Most examples you see of C++ use the so-called stream output for the code. Stream output uses the << operator, as shown in this example:

cout << "The user's name is " << sUserName << endl;

However, C++ inherits another form of output from its predecessor, C. This form is based upon a set of functions that are very similar both in appearance and in the way they function. Collectively these functions carry the name of their most widely used member, printf().

You can ignore this article and continue using stream output, or you can switch over to printf() output if you prefer — but you should not mix the two in the same program. These sets of functions use different classes for buffering output to reduce the number of disk accesses, thereby increasing program performance.
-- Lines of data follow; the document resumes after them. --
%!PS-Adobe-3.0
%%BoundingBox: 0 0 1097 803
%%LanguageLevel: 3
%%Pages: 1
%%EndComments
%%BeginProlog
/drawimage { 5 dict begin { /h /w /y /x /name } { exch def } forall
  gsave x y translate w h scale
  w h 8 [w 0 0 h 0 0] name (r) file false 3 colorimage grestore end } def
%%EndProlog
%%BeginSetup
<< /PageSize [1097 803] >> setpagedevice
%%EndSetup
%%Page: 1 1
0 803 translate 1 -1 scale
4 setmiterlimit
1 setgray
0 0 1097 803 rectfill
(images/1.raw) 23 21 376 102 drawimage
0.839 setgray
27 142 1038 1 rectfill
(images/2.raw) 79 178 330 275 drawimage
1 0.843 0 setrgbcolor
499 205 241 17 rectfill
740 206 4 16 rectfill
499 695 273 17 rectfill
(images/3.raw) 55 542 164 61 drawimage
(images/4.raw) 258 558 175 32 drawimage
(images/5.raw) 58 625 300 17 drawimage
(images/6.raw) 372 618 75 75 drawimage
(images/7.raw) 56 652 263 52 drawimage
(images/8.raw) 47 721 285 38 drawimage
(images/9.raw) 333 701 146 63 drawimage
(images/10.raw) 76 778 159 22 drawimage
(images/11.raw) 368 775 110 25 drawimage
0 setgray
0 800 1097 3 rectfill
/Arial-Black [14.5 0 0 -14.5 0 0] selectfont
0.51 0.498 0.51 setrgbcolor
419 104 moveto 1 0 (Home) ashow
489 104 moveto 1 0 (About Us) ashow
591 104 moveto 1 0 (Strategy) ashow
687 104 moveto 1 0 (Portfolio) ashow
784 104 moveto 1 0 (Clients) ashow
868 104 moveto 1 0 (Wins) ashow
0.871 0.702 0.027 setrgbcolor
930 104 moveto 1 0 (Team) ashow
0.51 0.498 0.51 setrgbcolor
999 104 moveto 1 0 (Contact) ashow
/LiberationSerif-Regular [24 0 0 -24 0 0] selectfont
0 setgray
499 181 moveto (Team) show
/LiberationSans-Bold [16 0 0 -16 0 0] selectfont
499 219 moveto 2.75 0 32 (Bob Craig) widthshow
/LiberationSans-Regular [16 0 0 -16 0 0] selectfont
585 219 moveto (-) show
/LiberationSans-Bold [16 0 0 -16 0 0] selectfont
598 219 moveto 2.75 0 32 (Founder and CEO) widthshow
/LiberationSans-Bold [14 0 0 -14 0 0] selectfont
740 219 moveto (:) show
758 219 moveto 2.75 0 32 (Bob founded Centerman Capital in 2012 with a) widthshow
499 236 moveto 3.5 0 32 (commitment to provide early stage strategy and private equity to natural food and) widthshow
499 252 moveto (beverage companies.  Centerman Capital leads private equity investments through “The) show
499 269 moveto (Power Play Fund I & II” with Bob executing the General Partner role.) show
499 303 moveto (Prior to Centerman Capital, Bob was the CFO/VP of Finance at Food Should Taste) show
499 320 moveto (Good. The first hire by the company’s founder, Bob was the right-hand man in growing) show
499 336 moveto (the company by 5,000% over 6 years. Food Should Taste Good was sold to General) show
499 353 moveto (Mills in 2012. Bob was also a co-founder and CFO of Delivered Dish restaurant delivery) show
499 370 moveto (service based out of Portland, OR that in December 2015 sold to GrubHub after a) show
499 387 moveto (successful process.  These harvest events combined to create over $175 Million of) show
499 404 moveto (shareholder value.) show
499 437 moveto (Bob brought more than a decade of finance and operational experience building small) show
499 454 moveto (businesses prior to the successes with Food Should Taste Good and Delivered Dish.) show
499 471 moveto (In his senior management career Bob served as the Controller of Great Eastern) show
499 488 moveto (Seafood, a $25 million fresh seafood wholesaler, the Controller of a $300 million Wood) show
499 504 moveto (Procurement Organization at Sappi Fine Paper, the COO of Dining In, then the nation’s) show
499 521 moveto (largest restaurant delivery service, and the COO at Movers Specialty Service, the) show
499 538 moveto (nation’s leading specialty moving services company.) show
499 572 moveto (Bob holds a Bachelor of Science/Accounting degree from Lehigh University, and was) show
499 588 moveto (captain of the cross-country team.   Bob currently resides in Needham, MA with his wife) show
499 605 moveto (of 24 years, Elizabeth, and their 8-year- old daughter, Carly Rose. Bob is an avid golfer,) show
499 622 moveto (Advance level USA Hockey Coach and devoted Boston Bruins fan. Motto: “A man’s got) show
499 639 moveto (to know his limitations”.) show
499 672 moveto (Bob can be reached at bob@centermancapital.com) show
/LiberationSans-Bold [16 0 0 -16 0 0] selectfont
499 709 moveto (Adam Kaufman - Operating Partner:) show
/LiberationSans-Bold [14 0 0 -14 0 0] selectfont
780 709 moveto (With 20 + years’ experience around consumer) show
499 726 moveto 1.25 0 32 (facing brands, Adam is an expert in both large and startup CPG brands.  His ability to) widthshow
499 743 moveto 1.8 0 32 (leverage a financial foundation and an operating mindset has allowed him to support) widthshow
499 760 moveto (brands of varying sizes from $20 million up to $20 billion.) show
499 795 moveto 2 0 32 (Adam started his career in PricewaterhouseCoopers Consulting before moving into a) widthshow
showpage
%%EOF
Mixing the two will cause output to get interleaved in unpredictable ways resulting in confusing and perhaps meaningless output.

The general form of printf() output

The printf() function has the following prototype defined in the cstdio include file:

int printf(const char* format,...);

The ellipses (...) in a prototype declaration means any number of any type of variables.

The first argument to printf() is a string to be output. If this string contains format specifiers, which are characters preceded by a '%', then printf() outputs the next argument in line using that format specifier as guidance.

This is best demonstrated with a simple example:

int i = 10;
double d = 20.0;
printf("i = %d, d = %f", i, d);

This would output the string

i = 10, d = 20.0000

There must be at least as many arguments following the format string as there are format specifiers in the string. If there are more, they are ignored. printf() returns the number of characters printed. If an error occurs, this number will be negative.

Format specifiers

Format specifiers have the form

%[flags][width][.precision][length]type specifier

Each of these format specifiers is described in the following sections.

Type specifiers

The following type specifiers are available to printf()

Type Specifier Type Example
d or i Signed decimal integer –123
u Unsigned decimal integer 456
o Unsigned octal 05670
x Unsigned hexadecimal (lowercase) 89abc
X Unsigned hexadecimal (uppercase) 89ABC
f, F Decimal floating point 123.456
e Scientific notation (lowercase) 1.23456e+2
E Scientific notation (uppercase) 1.23456E+2
g The shorter of f or e
G The shorter of F or E
a Hexadecimal floating point (lowercase)
A Hexadecimal floating point (uppercase)
c Character c
s char* (ASCIIZ string) example
p Pointer address bc080
% The % character %

There is at least one type specifier for each of the variable types intrinsic to C++. In the absence of any further information, C++ uses default values. For example, an integer number output with a d is preceded with a - if it is negative but not preceded with anything if it is positive. In addition, such a value takes only as many spaces as are needed to output the number.

Output amplifier flags

What if the default display format for an integer specifier such as d is not what you want? For example, for some applications, it might be important that positive numbers are preceded by a + (plus sign) in the same way that negatives are preceded by a - (minus sign). For that, printf() provides these output amplifier flags.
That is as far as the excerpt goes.